Fig. 7: Pathology-informed analysis of failure mechanisms.

a Like all deep learning algorithms, HistoGPT learns the most distinctive features for each class to reliably discriminate between them. However, for diseases that were rarely seen during training (e.g., psoriasis), these features are not sufficient to be applied to unseen cases and may be confused with features from related diseases (e.g., eczema). b Even if the cases were seen often enough during training, the tissue sample may contain tissue composition, color dynamics, and other variations that were not encountered during training.

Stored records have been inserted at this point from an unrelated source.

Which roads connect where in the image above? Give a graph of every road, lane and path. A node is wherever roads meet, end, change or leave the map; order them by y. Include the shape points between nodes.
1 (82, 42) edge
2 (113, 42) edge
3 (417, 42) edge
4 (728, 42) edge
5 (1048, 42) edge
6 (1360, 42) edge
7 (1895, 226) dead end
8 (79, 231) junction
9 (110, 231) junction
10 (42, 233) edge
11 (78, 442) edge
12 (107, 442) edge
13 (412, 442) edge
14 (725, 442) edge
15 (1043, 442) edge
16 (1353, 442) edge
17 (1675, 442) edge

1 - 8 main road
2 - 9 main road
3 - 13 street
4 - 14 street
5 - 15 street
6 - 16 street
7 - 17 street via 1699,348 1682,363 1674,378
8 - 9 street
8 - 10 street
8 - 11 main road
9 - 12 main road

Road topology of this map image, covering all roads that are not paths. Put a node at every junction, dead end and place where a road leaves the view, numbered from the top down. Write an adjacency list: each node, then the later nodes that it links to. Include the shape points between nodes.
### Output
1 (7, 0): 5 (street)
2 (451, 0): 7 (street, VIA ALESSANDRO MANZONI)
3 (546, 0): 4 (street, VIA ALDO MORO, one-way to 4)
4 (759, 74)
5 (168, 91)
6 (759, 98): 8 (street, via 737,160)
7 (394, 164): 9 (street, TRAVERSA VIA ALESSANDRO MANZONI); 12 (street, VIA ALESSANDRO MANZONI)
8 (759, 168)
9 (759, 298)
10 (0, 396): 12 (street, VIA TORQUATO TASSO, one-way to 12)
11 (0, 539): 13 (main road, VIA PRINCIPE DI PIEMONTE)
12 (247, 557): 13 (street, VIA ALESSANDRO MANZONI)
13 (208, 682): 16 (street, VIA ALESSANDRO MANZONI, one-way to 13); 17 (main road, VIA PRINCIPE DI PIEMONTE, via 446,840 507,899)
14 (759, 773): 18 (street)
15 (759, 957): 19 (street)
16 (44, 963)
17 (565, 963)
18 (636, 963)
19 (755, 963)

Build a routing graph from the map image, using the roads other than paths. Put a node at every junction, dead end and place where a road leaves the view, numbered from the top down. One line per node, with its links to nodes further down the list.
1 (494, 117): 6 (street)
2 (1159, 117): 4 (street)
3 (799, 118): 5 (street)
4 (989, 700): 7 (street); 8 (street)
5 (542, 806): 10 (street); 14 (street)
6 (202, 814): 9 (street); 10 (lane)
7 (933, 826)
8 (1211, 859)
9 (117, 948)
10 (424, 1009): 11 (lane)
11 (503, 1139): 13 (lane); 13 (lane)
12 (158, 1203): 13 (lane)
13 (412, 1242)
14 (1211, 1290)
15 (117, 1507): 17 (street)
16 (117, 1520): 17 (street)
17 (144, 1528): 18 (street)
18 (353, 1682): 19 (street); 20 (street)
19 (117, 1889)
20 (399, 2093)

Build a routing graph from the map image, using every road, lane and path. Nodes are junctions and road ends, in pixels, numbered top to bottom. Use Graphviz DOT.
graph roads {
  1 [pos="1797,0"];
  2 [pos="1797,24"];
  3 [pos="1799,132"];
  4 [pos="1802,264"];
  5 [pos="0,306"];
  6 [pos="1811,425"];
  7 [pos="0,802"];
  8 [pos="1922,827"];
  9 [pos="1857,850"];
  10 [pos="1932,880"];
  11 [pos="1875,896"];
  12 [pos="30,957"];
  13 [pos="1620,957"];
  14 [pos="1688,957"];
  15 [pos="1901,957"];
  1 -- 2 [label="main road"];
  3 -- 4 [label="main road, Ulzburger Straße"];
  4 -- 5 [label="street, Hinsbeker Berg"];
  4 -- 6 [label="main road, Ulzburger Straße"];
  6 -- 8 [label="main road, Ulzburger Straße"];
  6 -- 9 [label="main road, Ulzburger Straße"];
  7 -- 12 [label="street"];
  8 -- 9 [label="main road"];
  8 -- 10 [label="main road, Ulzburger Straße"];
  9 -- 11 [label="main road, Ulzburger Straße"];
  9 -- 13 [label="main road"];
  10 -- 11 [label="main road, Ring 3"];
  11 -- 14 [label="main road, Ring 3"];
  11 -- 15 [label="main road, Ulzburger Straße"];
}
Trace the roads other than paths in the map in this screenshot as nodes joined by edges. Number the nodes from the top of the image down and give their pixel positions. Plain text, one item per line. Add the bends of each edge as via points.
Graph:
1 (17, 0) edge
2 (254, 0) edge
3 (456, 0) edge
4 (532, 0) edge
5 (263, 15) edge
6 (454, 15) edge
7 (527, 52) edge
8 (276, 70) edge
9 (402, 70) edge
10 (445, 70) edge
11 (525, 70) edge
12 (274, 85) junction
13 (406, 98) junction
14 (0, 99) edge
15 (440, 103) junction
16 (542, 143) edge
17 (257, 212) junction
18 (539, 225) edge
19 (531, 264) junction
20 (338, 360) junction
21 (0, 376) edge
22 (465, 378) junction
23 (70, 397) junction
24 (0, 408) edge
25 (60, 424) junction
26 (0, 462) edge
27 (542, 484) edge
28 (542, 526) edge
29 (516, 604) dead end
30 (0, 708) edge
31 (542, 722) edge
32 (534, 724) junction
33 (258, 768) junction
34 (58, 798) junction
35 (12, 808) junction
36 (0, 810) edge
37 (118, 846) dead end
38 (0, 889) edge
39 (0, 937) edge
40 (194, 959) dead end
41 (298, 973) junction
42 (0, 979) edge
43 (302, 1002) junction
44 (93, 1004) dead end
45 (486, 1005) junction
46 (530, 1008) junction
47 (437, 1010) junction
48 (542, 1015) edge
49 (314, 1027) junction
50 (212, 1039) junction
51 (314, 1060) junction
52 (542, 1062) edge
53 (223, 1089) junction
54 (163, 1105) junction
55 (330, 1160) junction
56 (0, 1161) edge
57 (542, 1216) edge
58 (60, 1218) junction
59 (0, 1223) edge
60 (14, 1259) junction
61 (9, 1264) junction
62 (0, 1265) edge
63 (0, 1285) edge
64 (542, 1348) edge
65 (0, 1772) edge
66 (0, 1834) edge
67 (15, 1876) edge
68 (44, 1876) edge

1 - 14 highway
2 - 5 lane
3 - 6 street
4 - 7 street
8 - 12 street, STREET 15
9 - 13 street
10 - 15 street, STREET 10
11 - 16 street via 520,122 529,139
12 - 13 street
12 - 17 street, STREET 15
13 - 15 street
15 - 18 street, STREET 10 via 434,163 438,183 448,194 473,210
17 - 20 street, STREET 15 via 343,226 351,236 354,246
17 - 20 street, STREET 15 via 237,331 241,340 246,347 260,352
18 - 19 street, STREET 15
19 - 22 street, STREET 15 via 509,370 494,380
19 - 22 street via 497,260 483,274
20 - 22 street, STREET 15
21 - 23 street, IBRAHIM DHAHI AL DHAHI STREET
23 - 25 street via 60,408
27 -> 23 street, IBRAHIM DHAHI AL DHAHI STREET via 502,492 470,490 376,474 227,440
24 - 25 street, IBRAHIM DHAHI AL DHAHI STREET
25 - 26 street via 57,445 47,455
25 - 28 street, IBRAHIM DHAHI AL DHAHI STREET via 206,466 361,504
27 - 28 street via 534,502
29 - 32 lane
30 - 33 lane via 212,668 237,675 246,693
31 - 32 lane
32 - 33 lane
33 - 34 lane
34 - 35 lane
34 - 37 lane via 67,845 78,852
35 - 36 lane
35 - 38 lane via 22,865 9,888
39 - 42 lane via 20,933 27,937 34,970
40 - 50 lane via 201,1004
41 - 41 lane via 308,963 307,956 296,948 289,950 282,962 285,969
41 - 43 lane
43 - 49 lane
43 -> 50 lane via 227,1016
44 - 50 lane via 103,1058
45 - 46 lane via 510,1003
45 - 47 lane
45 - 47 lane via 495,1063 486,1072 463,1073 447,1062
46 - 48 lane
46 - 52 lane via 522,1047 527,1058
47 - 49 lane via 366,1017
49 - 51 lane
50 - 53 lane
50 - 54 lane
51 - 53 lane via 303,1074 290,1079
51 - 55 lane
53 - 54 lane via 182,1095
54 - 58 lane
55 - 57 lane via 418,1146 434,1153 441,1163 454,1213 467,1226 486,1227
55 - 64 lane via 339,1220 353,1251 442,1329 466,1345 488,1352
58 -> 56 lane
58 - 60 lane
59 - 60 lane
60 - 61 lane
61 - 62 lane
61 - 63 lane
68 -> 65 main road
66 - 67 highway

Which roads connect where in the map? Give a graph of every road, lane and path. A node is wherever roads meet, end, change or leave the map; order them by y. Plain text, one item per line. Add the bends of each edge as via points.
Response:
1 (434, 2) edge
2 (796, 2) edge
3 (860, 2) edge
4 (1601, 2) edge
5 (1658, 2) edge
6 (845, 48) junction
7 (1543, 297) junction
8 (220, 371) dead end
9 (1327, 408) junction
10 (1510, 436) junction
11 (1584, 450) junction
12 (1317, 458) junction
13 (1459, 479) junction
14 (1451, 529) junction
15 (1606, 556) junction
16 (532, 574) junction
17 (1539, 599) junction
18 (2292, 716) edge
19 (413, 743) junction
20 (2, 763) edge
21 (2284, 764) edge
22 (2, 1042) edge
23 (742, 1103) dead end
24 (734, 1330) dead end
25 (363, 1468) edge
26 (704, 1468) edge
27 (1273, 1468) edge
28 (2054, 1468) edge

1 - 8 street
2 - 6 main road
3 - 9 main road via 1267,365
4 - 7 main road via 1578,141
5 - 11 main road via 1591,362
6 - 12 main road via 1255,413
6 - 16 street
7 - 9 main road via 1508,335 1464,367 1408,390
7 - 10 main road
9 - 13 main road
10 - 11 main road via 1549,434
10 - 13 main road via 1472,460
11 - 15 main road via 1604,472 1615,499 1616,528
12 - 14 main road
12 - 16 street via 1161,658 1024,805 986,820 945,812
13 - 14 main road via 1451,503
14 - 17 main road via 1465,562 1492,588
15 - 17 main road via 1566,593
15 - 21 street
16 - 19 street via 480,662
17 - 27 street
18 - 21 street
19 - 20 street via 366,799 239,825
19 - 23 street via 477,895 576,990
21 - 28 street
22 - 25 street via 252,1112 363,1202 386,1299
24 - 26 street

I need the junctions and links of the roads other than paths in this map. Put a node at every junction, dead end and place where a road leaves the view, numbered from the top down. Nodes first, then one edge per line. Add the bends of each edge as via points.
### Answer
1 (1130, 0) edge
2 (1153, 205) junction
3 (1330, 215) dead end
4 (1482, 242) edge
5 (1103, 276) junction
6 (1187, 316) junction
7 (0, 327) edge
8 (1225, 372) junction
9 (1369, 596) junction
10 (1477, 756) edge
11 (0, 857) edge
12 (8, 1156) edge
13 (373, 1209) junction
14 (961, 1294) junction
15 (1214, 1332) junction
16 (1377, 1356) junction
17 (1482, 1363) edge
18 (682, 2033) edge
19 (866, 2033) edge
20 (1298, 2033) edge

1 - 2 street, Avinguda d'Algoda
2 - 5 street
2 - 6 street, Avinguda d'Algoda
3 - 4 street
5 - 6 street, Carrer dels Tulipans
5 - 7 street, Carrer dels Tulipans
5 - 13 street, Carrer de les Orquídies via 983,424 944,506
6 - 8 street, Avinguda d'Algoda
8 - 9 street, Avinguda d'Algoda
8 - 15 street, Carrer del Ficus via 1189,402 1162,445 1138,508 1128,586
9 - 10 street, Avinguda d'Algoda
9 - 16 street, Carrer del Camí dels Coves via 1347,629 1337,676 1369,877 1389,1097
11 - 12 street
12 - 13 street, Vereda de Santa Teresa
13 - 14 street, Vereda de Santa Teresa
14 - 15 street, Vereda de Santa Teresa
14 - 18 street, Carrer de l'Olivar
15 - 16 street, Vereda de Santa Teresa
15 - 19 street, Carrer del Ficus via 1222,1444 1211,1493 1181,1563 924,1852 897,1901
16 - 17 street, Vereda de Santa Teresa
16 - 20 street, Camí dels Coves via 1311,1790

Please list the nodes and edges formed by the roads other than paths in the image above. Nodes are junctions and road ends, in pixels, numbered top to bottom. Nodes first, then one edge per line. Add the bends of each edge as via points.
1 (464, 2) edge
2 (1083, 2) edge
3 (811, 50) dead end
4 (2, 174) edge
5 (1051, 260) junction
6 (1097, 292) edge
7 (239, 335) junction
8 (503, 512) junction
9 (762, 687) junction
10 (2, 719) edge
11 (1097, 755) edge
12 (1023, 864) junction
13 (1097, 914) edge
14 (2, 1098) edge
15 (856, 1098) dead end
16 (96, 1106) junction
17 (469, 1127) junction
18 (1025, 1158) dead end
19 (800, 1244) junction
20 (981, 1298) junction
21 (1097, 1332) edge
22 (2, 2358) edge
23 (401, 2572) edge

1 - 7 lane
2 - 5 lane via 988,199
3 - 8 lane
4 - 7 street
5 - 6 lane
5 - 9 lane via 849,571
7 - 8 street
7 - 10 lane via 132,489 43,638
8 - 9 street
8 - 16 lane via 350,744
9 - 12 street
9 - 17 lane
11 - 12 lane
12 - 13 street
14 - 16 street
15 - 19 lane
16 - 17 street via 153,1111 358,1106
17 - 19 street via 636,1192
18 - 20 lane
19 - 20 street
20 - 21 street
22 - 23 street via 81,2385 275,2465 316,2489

For example, we found an image of erythrocytes similar to images of eosinophils that the model saw during training, leading to the activation of eosinophil-related concepts in the neural network. c Similarly, there was a case of Clark’s level II melanoma (top) that mimicked the Bowenoid growth pattern of squamous cell carcinoma (bottom) and was predicted as squamous cell carcinoma. d Another case was a grade 3 acute graft-versus-host disease (GVHD, top) that mimicked actinic keratosis (bottom)—HistoGPT diagnosed the latter. e When the whole slide image contains components of different diseases, HistoGPT tends to predict the most likely diagnosis (the class seen most often during training), not the most significant one. This happened in a case of a melanocytic nevus that also showed patterns of seborrheic keratosis. Source data are provided as a Source Data file.